[[ Data, beginning ]]
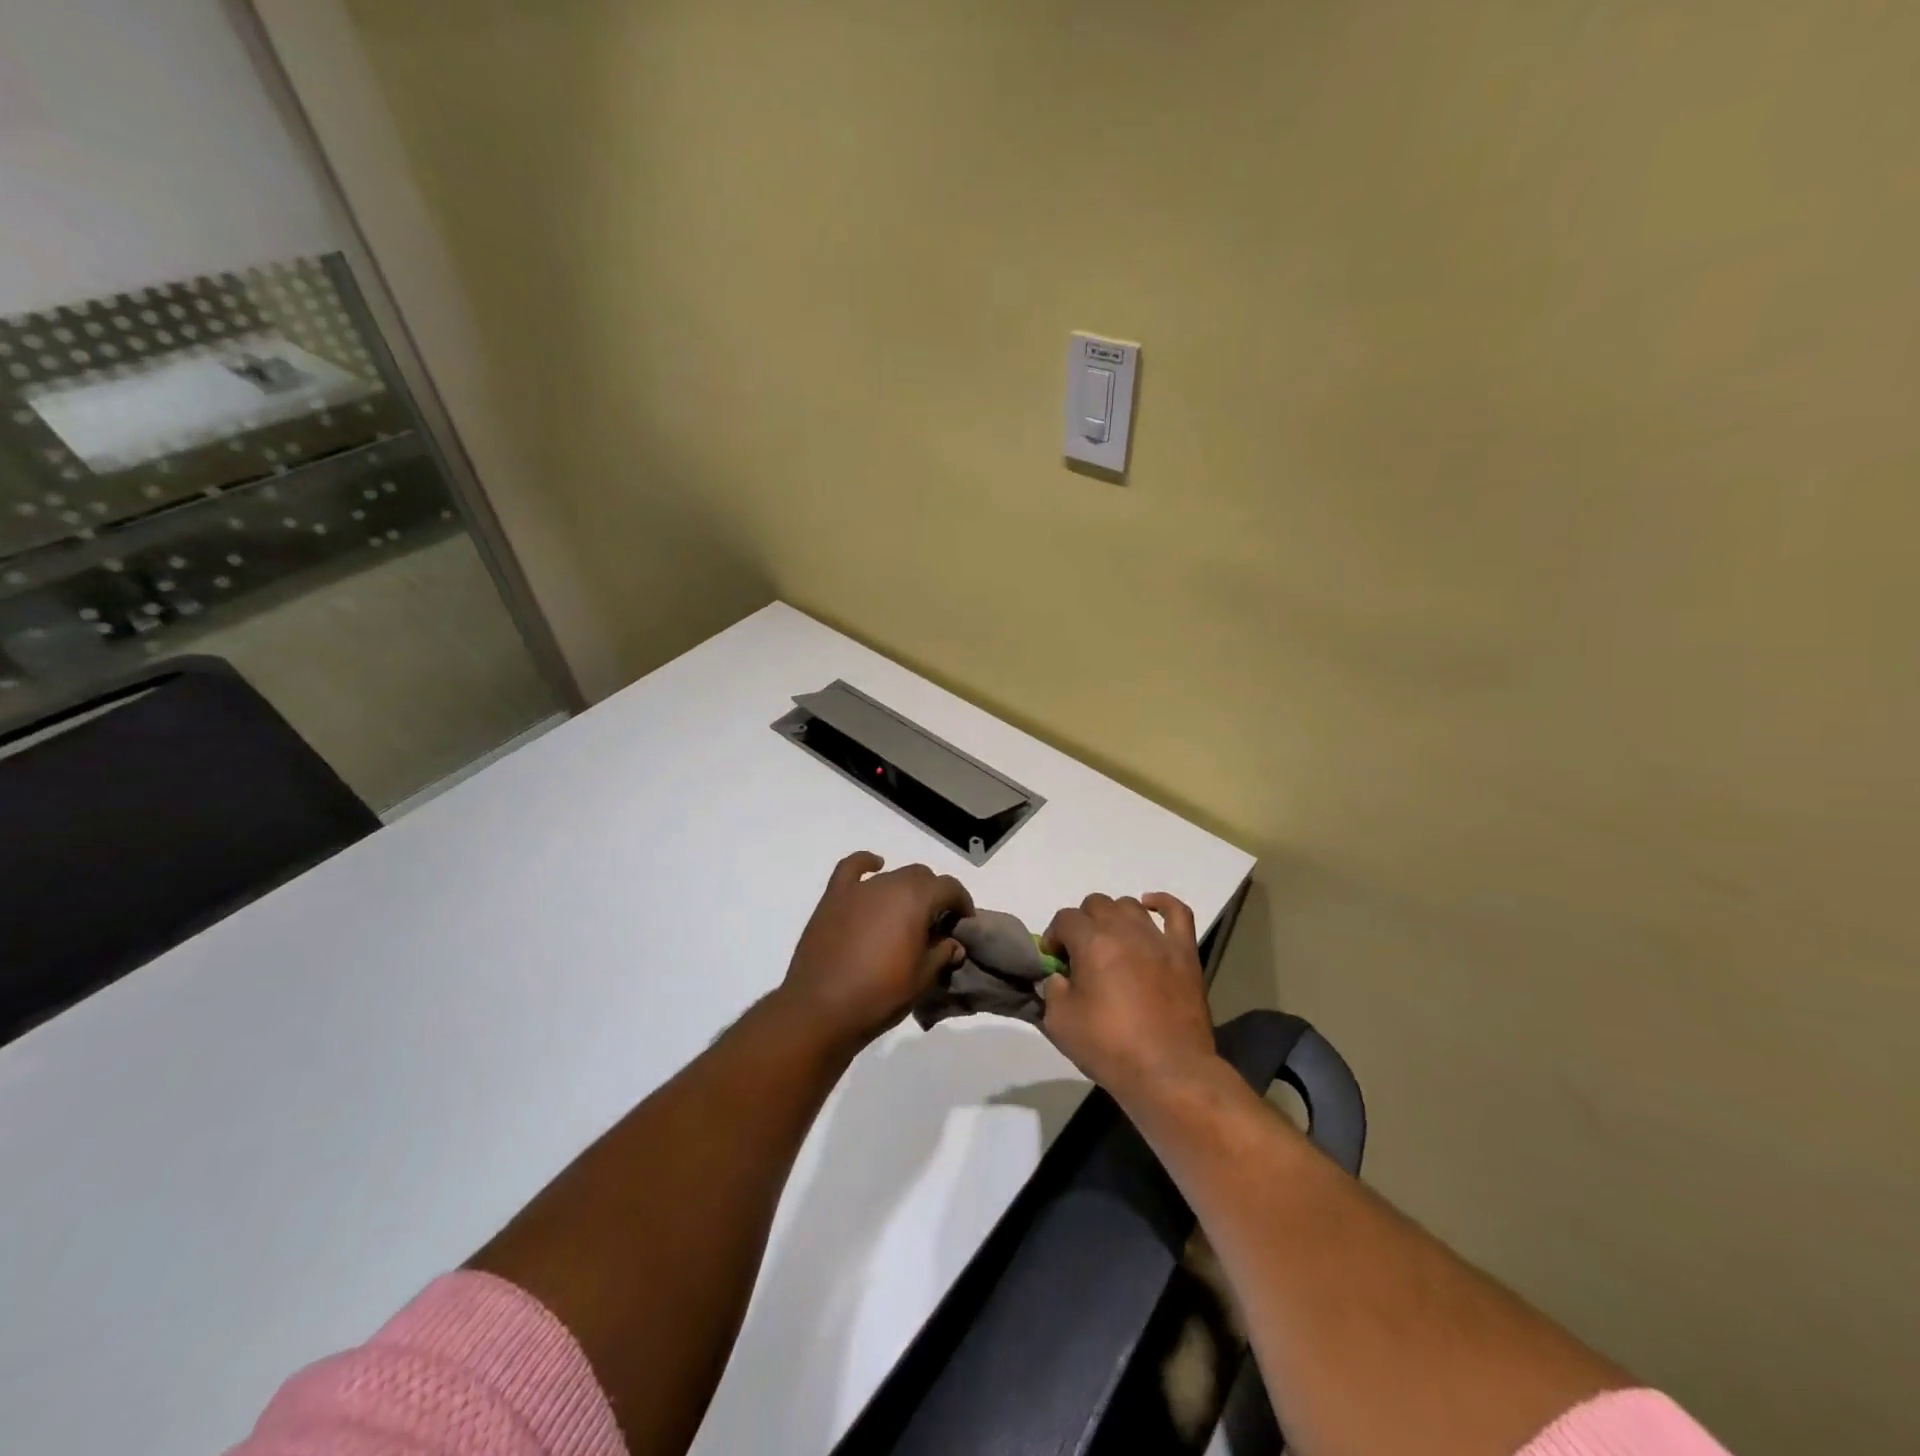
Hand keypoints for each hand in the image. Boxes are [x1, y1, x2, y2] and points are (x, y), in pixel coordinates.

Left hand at [781, 851, 973, 1049]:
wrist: (821, 1008)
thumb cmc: (879, 995)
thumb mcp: (922, 978)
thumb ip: (942, 953)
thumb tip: (954, 943)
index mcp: (916, 900)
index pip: (949, 888)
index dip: (962, 902)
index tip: (964, 922)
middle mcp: (890, 884)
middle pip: (922, 877)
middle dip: (934, 895)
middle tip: (935, 925)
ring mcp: (859, 889)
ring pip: (892, 876)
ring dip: (905, 889)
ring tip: (905, 915)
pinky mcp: (834, 897)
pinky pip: (852, 868)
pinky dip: (866, 864)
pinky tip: (874, 867)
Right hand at [1039, 892, 1220, 1104]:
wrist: (1169, 1072)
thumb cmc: (1110, 1048)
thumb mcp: (1060, 1023)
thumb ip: (1051, 990)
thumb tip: (1058, 977)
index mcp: (1092, 943)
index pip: (1064, 919)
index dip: (1054, 937)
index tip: (1055, 963)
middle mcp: (1125, 930)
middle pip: (1096, 904)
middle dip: (1082, 924)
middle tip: (1081, 956)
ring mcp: (1158, 939)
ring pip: (1129, 905)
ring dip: (1114, 917)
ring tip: (1111, 943)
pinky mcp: (1184, 952)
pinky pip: (1177, 912)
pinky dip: (1162, 903)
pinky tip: (1150, 906)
[[ Data, end ]]
§ **Problem to work on**
What lines in the material mention "ring"? Copy every one of them.

§ **Response for this exercise**
ring mcp: (859, 889)
ring pip: (892, 876)
ring dip: (905, 889)
ring tip: (905, 915)
ring mcp: (1158, 939)
ring pip: (1129, 905)
ring dip: (1114, 917)
ring tip: (1111, 943)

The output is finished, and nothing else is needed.